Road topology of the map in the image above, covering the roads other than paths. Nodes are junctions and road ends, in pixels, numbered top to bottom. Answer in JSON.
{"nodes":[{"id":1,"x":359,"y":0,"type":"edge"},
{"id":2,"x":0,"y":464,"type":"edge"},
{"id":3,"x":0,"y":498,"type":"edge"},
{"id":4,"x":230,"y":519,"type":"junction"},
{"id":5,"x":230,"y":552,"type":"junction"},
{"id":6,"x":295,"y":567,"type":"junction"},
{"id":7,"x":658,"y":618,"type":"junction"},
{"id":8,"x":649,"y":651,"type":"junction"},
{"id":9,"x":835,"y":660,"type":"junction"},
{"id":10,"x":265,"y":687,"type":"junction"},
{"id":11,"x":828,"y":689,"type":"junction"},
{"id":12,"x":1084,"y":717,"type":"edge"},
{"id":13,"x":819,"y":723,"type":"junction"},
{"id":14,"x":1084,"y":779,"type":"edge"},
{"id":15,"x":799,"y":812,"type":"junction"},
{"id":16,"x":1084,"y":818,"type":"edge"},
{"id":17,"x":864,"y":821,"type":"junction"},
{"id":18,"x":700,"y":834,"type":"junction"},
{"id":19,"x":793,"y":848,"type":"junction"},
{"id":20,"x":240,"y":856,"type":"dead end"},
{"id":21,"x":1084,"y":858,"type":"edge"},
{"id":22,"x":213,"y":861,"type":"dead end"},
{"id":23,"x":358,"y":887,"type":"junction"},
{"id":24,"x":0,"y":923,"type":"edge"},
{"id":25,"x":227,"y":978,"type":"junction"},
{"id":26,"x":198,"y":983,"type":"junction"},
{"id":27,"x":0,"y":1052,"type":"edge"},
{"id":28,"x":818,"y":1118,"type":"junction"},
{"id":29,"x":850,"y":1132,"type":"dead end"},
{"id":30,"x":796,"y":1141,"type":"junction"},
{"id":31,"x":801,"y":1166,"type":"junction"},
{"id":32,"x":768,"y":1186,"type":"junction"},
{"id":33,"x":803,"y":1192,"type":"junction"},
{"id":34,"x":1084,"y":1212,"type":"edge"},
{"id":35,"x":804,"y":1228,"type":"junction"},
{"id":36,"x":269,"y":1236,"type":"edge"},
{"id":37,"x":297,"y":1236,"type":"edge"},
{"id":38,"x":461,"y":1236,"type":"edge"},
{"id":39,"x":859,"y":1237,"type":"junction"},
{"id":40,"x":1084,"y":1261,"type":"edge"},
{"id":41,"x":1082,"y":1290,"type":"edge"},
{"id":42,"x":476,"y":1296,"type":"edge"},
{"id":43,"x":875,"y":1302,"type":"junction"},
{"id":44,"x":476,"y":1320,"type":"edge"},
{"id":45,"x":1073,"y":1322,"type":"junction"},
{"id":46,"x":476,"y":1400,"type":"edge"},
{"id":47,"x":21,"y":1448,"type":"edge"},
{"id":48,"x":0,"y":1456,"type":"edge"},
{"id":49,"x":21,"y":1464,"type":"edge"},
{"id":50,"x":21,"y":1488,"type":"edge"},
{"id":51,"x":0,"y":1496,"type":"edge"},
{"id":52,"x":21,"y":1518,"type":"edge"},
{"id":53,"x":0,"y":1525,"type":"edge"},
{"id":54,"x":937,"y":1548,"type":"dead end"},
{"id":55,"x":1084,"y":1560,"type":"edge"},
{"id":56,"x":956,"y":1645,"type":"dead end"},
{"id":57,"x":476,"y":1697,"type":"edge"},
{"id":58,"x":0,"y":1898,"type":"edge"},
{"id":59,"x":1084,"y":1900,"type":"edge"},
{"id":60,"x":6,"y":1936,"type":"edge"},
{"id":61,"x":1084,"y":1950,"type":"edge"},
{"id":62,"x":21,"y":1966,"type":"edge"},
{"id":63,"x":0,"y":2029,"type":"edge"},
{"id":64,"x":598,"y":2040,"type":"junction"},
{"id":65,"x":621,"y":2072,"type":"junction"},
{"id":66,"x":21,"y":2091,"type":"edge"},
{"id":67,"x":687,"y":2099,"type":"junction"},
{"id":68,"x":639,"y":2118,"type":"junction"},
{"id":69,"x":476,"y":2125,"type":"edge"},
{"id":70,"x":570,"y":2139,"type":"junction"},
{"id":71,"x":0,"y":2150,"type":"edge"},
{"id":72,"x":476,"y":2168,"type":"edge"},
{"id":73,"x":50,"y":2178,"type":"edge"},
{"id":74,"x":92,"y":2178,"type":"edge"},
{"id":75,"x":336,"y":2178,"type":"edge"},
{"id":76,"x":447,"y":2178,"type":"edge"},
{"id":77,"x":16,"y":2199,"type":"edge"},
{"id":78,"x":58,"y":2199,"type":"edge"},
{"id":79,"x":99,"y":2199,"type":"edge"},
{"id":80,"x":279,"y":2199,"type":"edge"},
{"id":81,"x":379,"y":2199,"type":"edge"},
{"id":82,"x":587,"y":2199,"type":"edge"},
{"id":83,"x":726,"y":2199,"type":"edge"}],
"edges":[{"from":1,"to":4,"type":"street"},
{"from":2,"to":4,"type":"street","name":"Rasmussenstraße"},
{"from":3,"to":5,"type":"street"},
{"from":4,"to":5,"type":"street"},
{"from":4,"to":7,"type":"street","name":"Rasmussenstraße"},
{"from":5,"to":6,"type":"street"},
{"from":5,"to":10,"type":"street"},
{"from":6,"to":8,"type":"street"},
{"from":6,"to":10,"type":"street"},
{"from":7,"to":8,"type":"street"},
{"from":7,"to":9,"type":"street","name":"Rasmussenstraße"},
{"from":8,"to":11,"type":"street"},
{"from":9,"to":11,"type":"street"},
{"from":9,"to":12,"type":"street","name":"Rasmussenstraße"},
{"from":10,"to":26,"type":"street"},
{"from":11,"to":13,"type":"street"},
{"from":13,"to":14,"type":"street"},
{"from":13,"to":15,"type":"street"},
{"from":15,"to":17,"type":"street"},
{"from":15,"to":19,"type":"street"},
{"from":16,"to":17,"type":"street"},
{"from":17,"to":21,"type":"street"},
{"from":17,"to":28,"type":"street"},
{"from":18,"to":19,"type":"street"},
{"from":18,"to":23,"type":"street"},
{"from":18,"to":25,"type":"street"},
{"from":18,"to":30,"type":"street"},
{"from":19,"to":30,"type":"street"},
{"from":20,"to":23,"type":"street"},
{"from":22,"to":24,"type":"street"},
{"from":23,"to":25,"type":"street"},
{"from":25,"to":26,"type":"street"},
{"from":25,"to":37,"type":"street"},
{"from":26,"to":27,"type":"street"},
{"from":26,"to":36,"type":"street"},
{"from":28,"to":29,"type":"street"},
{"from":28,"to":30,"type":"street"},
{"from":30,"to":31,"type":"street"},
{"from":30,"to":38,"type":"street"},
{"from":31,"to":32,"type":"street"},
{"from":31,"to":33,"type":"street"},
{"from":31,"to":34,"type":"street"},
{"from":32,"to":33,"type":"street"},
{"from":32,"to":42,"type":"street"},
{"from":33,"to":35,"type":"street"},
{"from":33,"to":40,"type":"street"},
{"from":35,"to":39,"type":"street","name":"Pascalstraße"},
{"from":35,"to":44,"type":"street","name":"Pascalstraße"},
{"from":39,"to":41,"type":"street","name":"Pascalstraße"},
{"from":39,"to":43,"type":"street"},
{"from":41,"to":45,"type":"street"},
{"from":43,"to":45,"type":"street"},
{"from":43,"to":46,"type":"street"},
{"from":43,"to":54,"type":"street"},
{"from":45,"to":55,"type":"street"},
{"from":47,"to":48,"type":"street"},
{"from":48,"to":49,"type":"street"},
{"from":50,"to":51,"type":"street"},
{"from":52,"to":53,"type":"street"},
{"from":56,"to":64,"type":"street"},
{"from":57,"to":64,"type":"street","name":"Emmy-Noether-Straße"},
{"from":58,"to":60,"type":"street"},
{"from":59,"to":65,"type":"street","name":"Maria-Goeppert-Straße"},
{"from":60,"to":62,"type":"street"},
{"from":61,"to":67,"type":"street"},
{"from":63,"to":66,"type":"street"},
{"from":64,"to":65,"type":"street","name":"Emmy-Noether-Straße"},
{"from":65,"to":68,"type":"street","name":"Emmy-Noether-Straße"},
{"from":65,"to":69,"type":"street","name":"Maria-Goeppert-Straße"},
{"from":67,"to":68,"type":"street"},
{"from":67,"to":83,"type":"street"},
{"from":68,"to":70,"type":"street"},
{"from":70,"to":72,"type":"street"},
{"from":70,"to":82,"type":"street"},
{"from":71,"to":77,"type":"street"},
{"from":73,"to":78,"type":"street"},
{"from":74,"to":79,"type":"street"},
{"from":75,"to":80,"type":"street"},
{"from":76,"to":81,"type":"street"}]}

------------

What to produce —
Pull from the data each line where the string "dead" turns up.

Answer box —
{"id":20,"x":240,"y":856,"type":"dead end"},
{"id":22,"x":213,"y":861,"type":"dead end"},
{"id":29,"x":850,"y":1132,"type":"dead end"},
{"id":54,"x":937,"y":1548,"type":"dead end"},
{"id":56,"x":956,"y":1645,"type":"dead end"},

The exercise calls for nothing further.